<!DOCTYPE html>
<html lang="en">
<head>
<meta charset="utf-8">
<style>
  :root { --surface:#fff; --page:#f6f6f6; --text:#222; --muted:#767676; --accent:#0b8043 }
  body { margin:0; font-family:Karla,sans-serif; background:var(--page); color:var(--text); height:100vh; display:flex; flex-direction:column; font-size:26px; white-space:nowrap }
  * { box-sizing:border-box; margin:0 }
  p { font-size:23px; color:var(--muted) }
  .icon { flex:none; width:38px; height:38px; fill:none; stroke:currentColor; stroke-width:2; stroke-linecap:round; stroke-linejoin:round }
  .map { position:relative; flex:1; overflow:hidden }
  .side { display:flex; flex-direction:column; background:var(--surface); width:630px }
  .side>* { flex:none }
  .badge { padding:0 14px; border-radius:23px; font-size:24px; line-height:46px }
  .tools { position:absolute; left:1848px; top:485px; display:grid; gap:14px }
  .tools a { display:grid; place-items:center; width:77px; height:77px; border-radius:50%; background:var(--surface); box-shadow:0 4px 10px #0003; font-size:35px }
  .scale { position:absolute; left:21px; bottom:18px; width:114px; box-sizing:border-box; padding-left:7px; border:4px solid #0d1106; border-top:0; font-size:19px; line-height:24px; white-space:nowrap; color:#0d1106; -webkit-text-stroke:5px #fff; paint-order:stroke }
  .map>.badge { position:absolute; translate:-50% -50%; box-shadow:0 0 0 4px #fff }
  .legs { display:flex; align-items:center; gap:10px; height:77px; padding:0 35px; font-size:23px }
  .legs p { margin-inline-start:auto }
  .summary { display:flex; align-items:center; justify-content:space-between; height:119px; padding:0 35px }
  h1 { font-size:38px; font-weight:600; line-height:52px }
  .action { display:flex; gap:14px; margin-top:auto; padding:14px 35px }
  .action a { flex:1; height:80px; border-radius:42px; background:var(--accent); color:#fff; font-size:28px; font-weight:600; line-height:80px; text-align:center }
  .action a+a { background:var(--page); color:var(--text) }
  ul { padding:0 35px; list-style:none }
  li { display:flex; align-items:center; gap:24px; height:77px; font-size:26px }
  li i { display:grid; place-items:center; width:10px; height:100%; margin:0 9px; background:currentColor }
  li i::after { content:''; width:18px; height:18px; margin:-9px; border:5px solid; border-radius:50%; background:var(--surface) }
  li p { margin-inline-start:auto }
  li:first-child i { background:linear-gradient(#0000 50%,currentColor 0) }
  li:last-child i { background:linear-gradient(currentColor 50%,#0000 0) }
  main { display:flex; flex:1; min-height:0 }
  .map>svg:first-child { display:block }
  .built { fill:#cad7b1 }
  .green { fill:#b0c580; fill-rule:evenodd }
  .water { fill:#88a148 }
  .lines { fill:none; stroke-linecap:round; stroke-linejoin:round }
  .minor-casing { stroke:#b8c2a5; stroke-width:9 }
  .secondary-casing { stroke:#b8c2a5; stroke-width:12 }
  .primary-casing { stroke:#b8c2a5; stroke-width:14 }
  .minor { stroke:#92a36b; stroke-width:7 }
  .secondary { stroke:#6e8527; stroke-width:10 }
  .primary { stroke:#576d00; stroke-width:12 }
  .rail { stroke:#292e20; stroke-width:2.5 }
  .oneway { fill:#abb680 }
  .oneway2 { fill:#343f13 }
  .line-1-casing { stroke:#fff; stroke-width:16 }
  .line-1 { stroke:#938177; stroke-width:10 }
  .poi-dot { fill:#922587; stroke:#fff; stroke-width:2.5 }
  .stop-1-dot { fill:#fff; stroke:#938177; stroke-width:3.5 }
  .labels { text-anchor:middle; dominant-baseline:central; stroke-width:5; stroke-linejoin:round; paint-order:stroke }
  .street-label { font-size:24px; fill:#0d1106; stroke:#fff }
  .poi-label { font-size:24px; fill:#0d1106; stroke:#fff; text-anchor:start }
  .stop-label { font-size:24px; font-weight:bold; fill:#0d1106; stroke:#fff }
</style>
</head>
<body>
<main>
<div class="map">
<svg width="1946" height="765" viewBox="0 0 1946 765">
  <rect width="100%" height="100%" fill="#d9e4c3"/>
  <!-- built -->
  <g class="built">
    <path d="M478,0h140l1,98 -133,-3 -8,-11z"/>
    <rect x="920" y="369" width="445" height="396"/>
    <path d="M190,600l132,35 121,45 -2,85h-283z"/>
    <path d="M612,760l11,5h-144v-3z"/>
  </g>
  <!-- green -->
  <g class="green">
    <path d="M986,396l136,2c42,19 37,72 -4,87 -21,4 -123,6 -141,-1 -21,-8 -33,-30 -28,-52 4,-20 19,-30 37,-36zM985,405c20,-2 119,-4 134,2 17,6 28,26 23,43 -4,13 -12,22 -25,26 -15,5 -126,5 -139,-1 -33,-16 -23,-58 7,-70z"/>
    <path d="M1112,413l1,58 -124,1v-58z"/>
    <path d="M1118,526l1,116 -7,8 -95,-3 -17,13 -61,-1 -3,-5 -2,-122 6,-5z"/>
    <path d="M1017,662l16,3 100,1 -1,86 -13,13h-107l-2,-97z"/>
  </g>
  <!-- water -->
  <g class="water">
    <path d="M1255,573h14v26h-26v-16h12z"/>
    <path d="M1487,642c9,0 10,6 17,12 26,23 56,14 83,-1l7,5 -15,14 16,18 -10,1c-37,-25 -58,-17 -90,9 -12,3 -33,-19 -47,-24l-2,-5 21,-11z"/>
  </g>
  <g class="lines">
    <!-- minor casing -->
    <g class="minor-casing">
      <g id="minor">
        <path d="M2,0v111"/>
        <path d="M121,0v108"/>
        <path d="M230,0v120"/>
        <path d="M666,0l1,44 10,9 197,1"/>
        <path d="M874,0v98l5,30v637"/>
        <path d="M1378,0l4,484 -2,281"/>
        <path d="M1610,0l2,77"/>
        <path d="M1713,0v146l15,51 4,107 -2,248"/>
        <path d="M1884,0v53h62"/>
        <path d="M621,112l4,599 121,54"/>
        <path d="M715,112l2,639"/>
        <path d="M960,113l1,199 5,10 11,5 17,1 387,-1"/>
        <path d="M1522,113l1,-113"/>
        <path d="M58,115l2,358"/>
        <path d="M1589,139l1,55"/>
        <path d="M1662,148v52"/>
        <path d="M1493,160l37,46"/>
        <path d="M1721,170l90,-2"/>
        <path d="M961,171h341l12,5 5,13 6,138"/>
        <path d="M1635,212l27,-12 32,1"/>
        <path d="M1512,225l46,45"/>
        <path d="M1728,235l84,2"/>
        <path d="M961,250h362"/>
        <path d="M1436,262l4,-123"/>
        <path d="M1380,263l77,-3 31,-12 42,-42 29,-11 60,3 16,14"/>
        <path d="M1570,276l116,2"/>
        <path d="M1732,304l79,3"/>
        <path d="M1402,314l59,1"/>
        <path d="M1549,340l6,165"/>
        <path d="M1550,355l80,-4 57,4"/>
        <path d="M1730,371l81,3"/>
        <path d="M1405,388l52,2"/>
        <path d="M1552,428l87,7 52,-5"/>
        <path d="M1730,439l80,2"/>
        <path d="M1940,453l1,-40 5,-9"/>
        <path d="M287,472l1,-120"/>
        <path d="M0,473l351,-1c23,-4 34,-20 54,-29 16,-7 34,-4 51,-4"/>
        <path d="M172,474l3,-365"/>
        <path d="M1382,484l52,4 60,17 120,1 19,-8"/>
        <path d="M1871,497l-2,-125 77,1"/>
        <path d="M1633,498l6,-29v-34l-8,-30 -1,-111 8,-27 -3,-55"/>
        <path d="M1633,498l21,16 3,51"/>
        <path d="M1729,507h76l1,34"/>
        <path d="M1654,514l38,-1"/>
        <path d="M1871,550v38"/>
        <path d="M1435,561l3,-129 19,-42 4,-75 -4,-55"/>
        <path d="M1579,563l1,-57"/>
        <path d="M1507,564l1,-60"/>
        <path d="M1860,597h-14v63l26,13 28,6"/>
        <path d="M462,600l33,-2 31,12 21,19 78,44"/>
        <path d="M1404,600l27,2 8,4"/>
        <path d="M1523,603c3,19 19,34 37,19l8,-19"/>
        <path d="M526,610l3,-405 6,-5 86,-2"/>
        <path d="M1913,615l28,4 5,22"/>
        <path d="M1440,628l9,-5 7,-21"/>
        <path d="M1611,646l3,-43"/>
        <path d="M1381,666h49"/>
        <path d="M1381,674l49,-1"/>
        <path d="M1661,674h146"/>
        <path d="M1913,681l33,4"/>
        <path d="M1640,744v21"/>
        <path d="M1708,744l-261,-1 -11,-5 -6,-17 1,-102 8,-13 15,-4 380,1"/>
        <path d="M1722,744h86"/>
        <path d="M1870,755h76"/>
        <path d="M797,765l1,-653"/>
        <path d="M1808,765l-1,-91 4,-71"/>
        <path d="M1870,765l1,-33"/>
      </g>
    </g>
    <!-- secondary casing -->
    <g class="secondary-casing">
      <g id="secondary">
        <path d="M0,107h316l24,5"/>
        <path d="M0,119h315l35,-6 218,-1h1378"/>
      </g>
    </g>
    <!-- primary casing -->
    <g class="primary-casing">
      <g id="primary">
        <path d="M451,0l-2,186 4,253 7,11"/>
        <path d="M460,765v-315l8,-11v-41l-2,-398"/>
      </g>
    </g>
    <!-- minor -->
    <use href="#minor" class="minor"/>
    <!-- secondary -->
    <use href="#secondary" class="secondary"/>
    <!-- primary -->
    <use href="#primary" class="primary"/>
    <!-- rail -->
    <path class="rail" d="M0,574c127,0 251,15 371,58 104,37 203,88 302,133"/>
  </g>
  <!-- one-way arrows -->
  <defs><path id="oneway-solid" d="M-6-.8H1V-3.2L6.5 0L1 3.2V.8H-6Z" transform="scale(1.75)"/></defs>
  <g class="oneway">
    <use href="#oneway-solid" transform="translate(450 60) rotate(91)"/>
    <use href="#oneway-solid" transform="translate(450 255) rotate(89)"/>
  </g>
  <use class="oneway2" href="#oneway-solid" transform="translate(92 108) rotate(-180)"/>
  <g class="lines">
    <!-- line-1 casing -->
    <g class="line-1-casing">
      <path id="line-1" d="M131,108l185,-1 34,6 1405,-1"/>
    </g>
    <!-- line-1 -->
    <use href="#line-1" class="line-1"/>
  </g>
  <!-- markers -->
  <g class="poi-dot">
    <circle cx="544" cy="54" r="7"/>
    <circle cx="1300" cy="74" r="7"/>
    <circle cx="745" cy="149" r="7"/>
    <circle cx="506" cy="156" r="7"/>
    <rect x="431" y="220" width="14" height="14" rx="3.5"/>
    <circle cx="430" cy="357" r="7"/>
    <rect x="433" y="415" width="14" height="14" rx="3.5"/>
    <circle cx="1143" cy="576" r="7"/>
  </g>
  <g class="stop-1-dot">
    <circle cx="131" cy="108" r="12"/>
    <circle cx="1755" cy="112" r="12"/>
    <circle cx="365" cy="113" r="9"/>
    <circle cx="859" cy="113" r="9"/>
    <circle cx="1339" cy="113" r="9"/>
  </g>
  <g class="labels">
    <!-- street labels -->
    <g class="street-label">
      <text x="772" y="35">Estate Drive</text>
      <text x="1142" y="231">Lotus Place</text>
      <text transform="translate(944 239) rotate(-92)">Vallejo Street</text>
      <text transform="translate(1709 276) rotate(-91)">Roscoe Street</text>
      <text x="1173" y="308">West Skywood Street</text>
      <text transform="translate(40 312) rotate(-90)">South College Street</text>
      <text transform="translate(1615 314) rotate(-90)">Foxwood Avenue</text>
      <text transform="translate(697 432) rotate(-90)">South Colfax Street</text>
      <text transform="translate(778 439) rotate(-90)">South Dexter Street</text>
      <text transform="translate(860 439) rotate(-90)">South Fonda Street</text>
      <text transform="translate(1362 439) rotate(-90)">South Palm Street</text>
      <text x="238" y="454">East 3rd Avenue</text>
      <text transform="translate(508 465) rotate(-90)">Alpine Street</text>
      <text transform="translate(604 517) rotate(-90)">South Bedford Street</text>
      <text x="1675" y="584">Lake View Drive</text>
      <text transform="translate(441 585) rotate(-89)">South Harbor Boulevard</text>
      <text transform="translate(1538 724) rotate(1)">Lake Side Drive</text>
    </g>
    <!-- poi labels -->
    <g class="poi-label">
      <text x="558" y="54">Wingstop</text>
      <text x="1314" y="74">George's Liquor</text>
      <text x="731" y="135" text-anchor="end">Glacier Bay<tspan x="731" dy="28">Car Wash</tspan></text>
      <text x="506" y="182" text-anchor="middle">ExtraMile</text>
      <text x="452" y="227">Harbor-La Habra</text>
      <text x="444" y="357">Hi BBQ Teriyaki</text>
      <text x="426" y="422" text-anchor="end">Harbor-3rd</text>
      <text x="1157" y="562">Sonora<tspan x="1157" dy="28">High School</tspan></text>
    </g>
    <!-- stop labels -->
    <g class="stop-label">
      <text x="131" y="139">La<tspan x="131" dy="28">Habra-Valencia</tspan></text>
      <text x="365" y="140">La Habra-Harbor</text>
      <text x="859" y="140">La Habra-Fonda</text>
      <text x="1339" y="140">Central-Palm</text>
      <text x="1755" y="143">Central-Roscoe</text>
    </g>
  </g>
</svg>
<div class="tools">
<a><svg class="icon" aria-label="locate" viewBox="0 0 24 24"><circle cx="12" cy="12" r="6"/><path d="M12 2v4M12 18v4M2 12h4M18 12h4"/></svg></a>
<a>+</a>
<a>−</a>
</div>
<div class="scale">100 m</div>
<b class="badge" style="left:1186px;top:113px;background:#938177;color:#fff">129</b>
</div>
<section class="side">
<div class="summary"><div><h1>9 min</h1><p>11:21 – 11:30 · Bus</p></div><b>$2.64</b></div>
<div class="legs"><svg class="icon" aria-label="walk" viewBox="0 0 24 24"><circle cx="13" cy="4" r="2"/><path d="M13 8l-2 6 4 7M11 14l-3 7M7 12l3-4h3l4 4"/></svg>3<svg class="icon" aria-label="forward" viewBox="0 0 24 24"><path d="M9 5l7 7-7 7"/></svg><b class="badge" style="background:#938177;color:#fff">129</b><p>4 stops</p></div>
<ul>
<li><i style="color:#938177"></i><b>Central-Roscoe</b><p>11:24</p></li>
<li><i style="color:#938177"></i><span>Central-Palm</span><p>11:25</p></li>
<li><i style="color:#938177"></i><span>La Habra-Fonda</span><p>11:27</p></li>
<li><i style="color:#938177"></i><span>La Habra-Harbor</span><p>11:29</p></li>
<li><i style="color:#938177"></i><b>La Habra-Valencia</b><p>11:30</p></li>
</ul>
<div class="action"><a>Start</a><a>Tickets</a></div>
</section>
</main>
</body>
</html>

* * * * * * * * *

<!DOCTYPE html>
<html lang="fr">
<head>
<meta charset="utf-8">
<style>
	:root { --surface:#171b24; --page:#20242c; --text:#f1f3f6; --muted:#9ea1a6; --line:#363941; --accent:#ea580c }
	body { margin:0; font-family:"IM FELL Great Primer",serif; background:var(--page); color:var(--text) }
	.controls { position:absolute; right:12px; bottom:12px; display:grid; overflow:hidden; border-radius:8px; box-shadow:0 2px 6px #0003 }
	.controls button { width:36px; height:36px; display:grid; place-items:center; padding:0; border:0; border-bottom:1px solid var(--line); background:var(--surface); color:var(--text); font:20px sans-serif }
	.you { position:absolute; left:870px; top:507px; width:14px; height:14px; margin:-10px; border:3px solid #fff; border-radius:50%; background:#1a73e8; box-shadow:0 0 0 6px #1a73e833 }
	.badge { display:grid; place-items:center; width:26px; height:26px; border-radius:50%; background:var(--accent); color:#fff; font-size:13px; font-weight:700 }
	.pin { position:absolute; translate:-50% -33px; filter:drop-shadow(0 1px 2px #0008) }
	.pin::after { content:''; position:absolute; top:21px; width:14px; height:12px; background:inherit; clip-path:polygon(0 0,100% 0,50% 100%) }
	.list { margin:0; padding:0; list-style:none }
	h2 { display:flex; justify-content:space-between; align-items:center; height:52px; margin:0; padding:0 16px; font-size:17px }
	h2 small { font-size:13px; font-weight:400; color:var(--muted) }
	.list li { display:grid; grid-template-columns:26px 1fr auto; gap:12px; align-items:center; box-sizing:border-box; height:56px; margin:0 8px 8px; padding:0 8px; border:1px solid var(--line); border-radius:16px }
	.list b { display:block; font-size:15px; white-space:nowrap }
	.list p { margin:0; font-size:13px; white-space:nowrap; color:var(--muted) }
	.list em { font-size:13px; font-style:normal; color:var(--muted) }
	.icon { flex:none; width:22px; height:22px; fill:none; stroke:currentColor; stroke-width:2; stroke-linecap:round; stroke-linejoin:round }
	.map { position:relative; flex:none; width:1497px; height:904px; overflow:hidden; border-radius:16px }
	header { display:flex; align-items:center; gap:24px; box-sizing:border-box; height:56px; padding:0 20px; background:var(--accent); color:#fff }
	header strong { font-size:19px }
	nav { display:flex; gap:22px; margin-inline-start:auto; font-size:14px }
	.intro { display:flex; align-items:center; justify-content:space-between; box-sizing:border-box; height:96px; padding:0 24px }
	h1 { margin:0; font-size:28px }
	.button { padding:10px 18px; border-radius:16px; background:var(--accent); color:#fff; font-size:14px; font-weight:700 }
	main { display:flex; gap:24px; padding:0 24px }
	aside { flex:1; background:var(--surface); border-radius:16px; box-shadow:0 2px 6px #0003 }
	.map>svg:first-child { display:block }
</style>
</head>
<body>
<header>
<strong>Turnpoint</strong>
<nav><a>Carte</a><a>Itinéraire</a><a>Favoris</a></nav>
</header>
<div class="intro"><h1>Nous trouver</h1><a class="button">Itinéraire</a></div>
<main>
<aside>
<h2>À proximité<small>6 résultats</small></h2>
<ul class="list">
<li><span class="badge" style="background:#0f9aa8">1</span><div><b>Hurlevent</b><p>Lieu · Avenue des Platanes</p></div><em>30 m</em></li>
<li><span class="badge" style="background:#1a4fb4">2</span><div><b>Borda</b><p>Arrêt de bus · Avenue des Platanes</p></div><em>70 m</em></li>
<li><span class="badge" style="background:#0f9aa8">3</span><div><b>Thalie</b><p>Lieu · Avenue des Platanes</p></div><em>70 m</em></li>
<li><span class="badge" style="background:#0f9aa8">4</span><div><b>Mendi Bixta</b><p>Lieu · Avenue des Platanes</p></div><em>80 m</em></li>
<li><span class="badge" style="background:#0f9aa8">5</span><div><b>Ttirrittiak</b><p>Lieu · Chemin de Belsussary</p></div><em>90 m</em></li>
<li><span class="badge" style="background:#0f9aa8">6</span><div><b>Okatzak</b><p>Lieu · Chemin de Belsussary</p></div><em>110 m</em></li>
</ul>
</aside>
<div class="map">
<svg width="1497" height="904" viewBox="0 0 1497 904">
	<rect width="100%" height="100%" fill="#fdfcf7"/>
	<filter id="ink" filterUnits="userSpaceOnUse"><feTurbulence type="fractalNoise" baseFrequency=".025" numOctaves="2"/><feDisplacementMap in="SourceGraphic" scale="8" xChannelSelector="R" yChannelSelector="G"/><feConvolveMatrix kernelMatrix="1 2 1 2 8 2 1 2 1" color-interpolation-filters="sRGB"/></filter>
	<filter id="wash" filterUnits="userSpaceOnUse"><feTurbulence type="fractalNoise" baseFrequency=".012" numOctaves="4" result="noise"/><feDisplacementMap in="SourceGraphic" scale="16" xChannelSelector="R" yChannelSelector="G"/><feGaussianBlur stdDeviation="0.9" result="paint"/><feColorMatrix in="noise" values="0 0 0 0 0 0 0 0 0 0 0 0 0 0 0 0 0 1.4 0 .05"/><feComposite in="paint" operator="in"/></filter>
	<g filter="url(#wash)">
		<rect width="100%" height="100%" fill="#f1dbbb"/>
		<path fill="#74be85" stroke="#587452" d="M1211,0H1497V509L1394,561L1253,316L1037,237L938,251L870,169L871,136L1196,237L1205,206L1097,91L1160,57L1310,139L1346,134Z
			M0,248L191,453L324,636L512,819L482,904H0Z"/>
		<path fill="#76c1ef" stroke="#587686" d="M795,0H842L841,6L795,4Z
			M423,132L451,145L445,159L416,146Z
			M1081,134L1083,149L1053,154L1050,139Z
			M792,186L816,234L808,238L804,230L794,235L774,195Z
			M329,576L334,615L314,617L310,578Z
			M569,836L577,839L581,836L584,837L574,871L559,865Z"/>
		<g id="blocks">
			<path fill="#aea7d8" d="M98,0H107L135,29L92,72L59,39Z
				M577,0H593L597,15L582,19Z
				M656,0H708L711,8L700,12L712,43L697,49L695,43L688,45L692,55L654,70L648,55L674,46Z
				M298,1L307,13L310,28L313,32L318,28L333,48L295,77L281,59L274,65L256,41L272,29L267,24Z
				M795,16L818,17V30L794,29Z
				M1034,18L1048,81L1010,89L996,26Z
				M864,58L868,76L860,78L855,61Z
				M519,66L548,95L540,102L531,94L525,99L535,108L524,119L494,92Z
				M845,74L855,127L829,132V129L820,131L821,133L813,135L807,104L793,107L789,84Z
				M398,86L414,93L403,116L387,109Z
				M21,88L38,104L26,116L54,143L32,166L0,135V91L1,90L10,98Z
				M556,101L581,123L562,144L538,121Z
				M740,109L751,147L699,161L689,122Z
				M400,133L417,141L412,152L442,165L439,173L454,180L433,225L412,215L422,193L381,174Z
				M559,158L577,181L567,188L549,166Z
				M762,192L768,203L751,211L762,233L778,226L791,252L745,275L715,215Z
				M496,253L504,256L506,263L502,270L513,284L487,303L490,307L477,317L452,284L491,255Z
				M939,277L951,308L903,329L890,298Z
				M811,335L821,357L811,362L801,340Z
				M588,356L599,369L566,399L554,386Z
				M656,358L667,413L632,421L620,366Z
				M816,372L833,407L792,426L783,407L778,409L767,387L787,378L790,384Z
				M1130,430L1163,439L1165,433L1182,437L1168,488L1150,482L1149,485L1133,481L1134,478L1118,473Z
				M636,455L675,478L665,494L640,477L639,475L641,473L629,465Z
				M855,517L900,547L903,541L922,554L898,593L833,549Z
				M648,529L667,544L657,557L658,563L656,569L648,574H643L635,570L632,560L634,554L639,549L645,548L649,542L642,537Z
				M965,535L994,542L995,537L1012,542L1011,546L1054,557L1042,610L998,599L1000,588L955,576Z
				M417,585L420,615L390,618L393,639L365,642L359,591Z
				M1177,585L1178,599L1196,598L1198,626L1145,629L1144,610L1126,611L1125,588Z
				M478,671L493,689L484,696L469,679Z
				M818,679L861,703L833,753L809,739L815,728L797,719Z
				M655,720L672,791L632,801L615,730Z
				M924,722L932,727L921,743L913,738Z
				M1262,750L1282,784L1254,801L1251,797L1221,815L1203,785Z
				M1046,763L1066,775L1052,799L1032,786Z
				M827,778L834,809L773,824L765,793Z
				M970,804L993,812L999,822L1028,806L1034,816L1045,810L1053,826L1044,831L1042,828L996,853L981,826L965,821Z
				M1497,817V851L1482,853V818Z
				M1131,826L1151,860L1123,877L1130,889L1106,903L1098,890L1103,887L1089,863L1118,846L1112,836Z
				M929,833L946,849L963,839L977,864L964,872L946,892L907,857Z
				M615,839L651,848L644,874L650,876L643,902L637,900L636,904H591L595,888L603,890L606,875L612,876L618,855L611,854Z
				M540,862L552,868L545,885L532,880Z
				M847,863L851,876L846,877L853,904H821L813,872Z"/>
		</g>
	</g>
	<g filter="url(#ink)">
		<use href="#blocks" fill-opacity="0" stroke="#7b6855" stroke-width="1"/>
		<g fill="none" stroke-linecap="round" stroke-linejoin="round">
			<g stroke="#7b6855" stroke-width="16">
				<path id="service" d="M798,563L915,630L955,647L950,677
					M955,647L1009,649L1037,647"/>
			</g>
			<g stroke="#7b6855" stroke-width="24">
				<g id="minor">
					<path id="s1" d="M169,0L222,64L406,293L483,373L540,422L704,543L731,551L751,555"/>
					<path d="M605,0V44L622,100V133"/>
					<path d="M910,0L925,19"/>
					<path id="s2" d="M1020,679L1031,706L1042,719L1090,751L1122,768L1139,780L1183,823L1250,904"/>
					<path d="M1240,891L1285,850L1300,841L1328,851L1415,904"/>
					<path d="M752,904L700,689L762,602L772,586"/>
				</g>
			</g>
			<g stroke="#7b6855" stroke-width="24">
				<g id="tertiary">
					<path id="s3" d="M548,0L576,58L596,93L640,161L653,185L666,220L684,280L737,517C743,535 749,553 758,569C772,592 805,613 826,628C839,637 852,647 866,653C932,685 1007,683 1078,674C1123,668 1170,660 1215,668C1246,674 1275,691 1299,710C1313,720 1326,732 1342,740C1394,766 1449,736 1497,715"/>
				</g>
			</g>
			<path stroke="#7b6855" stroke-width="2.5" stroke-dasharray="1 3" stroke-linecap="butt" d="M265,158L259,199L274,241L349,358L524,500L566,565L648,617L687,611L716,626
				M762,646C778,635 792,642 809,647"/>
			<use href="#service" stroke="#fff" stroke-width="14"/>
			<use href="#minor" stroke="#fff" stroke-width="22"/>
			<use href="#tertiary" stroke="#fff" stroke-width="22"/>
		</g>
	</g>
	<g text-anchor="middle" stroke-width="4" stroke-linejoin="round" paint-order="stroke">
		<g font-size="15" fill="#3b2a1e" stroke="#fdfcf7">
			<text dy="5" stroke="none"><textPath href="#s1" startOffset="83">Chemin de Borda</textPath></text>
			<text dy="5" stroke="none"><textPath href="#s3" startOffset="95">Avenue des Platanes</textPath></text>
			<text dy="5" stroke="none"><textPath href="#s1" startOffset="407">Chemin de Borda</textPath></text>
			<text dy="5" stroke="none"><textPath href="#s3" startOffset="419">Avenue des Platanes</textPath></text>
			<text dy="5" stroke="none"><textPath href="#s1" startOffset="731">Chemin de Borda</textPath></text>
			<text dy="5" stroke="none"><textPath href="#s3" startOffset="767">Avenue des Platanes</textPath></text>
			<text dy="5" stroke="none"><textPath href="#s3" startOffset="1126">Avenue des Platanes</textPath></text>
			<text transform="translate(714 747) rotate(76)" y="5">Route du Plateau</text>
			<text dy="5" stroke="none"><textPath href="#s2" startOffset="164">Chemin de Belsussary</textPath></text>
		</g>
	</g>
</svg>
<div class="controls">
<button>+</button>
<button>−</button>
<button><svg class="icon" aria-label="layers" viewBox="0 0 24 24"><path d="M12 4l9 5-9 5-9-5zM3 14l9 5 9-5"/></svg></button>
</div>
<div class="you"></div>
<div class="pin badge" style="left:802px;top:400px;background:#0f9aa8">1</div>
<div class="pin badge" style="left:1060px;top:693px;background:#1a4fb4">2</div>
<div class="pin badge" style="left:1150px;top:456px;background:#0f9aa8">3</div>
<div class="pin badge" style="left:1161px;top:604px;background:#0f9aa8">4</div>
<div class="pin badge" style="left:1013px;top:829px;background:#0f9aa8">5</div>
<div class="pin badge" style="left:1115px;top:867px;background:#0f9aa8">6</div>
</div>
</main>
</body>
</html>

* * * * * * * * *

§ ABOUT THIS EXERCISE: Once the line with "0 0 0 0 1.4" is found in the records above, print exactly that line and every line after it through the line with "M577,0H593L597,15L582,19Z".

§ ANSWER SPACE:
	<filter id="wash" filterUnits="userSpaceOnUse"><feTurbulence type="fractalNoise" baseFrequency=".012" numOctaves="4" result="noise"/><feDisplacementMap in="SourceGraphic" scale="16" xChannelSelector="R" yChannelSelector="G"/><feGaussianBlur stdDeviation="0.9" result="paint"/><feColorMatrix in="noise" values="0 0 0 0 0 0 0 0 0 0 0 0 0 0 0 0 0 1.4 0 .05"/><feComposite in="paint" operator="in"/></filter>
	<g filter="url(#wash)">
		<rect width="100%" height="100%" fill="#f1dbbb"/>
		<path fill="#74be85" stroke="#587452" d="M1211,0H1497V509L1394,561L1253,316L1037,237L938,251L870,169L871,136L1196,237L1205,206L1097,91L1160,57L1310,139L1346,134Z
			M0,248L191,453L324,636L512,819L482,904H0Z"/>
		<path fill="#76c1ef" stroke="#587686" d="M795,0H842L841,6L795,4Z
			M423,132L451,145L445,159L416,146Z
			M1081,134L1083,149L1053,154L1050,139Z
			M792,186L816,234L808,238L804,230L794,235L774,195Z
			M329,576L334,615L314,617L310,578Z
			M569,836L577,839L581,836L584,837L574,871L559,865Z"/>
		<g id="blocks">
			<path fill="#aea7d8" d="M98,0H107L135,29L92,72L59,39Z
				M577,0H593L597,15L582,19Z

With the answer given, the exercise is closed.